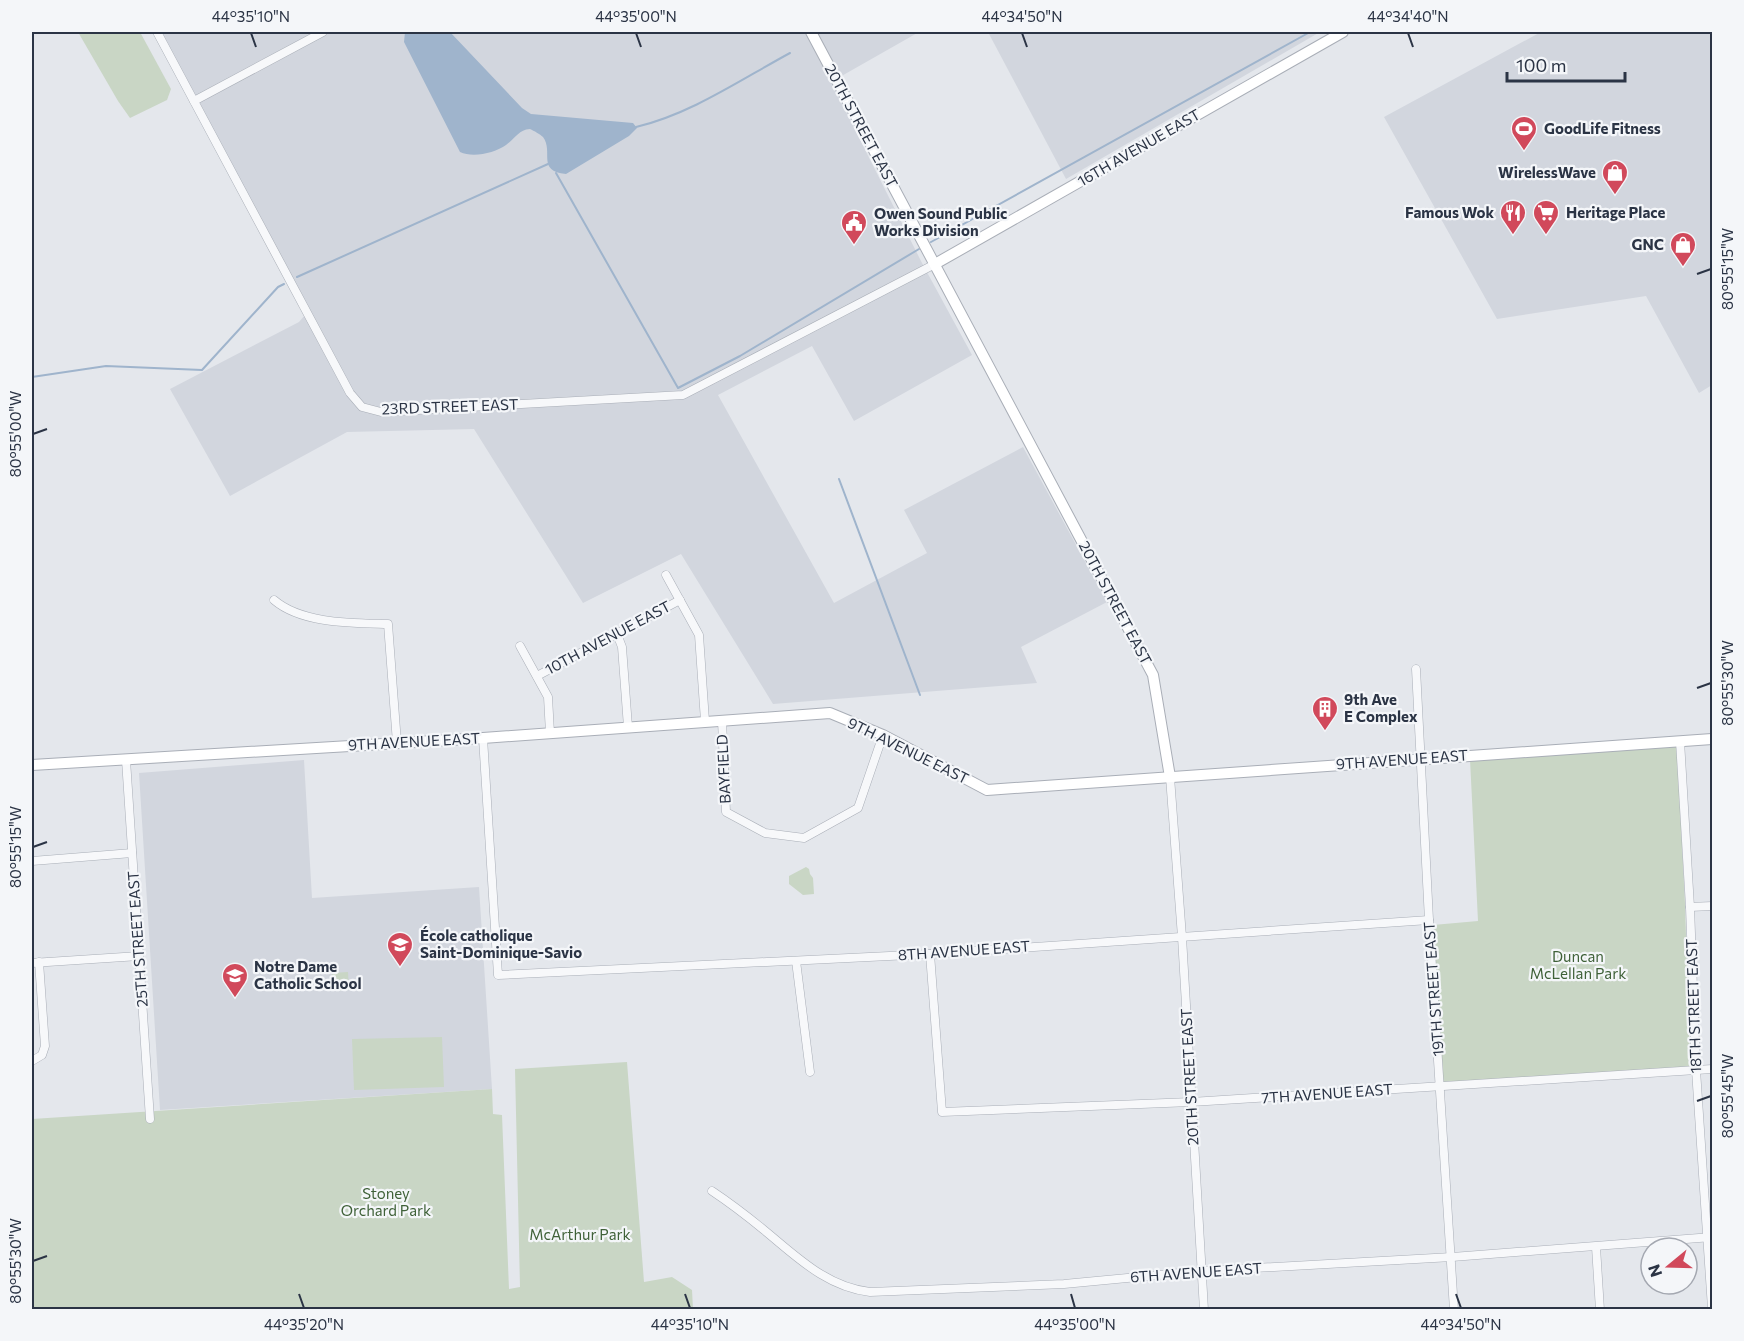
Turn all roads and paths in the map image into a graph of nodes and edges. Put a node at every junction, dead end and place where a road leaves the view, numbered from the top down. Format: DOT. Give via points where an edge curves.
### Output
graph roads {
  1 [pos="158,32"];
  2 [pos="323,32"];
  3 [pos="811,32"];
  4 [pos="1343,32"];
  5 [pos="194,101"];
  6 [pos="935,264"];
  7 [pos="666,575"];
  8 [pos="274,600"];
  9 [pos="680,600"];
  10 [pos="617,634"];
  11 [pos="520,646"];
  12 [pos="1416,669"];
  13 [pos="537,676"];
  14 [pos="722,720"];
  15 [pos="705,721"];
  16 [pos="628,727"];
  17 [pos="550,733"];
  18 [pos="884,735"];
  19 [pos="483,738"];
  20 [pos="1713,739"];
  21 [pos="1680,741"];
  22 [pos="397,743"];
  23 [pos="1422,758"];
  24 [pos="126,759"];
  25 [pos="32,765"];
  26 [pos="1170,777"];
  27 [pos="132,853"];
  28 [pos="32,861"];
  29 [pos="1713,906"];
  30 [pos="1690,907"];
  31 [pos="1429,920"];
  32 [pos="1182,937"];
  33 [pos="930,954"];
  34 [pos="139,956"];
  35 [pos="796,961"];
  36 [pos="35,963"];
  37 [pos="32,1061"];
  38 [pos="1713,1069"];
  39 [pos="1696,1070"];
  40 [pos="810,1072"];
  41 [pos="1440,1086"];
  42 [pos="1191,1102"];
  43 [pos="150,1119"];
  44 [pos="712,1191"];
  45 [pos="1710,1237"];
  46 [pos="1596,1247"];
  47 [pos="1452,1257"];
  48 [pos="1201,1271"];
  49 [pos="1713,1308"];
  50 [pos="1204,1310"];
  51 [pos="1454,1310"];
  52 [pos="1600,1310"];
  1 -- 5 [label="street, 23RD STREET EAST"];
  2 -- 5 [label="street"];
  3 -- 6 [label="street, 20TH STREET EAST"];
  4 -- 6 [label="street, 16TH AVENUE EAST"];
  5 -- 6 [label="street, 23RD STREET EAST" via="350,393 362,407 381,412 683,395"];
  6 -- 26 [label="street, 20TH STREET EAST" via="1153,675"];
  7 -- 9 [label="street"];
  8 -- 22 [label="street" via="313,618 388,624"];
  9 -- 10 [label="street, 10TH AVENUE EAST"];
  9 -- 15 [label="street" via="699,635"];
  10 -- 13 [label="street, 10TH AVENUE EAST"];
  10 -- 16 [label="street" via="622,647"];
  11 -- 13 [label="street"];
  12 -- 23 [label="street, 19TH STREET EAST"];
  13 -- 17 [label="street" via="548,697"];
  14 -- 15 [label="street, 9TH AVENUE EAST"];
  14 -- 18 [label="street, 9TH AVENUE EAST" via="830,712"];
  14 -- 18 [label="street, BAYFIELD" via="726,812 765,833 804,838 858,808"];
  15 -- 16 [label="street, 9TH AVENUE EAST"];
  16 -- 17 [label="street, 9TH AVENUE EAST"];
  17 -- 19 [label="street, 9TH AVENUE EAST"];
  18 -- 26 [label="street, 9TH AVENUE EAST" via="987,790"];
  19 -- 22 [label="street, 9TH AVENUE EAST"];
  19 -- 35 [label="street, 8TH AVENUE EAST" via="498,975"];
  20 -- 21 [label="street, 9TH AVENUE EAST"];
  21 -- 23 [label="street, 9TH AVENUE EAST"];
  21 -- 30 [label="street, 18TH STREET EAST"];
  22 -- 24 [label="street, 9TH AVENUE EAST"];
  23 -- 26 [label="street, 9TH AVENUE EAST"];
  23 -- 31 [label="street, 19TH STREET EAST"];
  24 -- 25 [label="street, 9TH AVENUE EAST"];
  24 -- 27 [label="street, 25TH STREET EAST"];
  26 -- 32 [label="street, 20TH STREET EAST"];
  27 -- 28 [label="street"];
  27 -- 34 [label="street, 25TH STREET EAST"];
  29 -- 30 [label="street"];
  30 -- 39 [label="street, 18TH STREET EAST"];
  31 -- 32 [label="street, 8TH AVENUE EAST"];
  31 -- 41 [label="street, 19TH STREET EAST"];
  32 -- 33 [label="street, 8TH AVENUE EAST"];
  32 -- 42 [label="street, 20TH STREET EAST"];
  33 -- 35 [label="street, 8TH AVENUE EAST"];
  33 -- 42 [label="street, 7TH AVENUE EAST" via="942,1112"];
  34 -- 36 [label="street"];
  34 -- 43 [label="street, 25TH STREET EAST"];
  35 -- 40 [label="street"];
  36 -- 37 [label="street" via="45,1046 42,1056"];
  38 -- 39 [label="street, 7TH AVENUE EAST"];
  39 -- 41 [label="street, 7TH AVENUE EAST"];
  39 -- 45 [label="street, 18TH STREET EAST"];
  41 -- 42 [label="street, 7TH AVENUE EAST"];
  41 -- 47 [label="street, 19TH STREET EAST"];
  42 -- 48 [label="street, 20TH STREET EAST"];
  44 -- 48 [label="street, 6TH AVENUE EAST" via="808,1267 833,1282 860,1291 1064,1284"];
  45 -- 46 [label="street, 6TH AVENUE EAST"];
  45 -- 49 [label="street, 18TH STREET EAST"];
  46 -- 47 [label="street, 6TH AVENUE EAST"];
  46 -- 52 [label="street"];
  47 -- 48 [label="street, 6TH AVENUE EAST"];
  47 -- 51 [label="street, 19TH STREET EAST"];
  48 -- 50 [label="street, 20TH STREET EAST"];
}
┄┄┄┄┄┄
PROBLEM TO WORK ON: Reply with nothing but the number of lines in the listing that include "graph".

COMPLETED EXERCISE: 2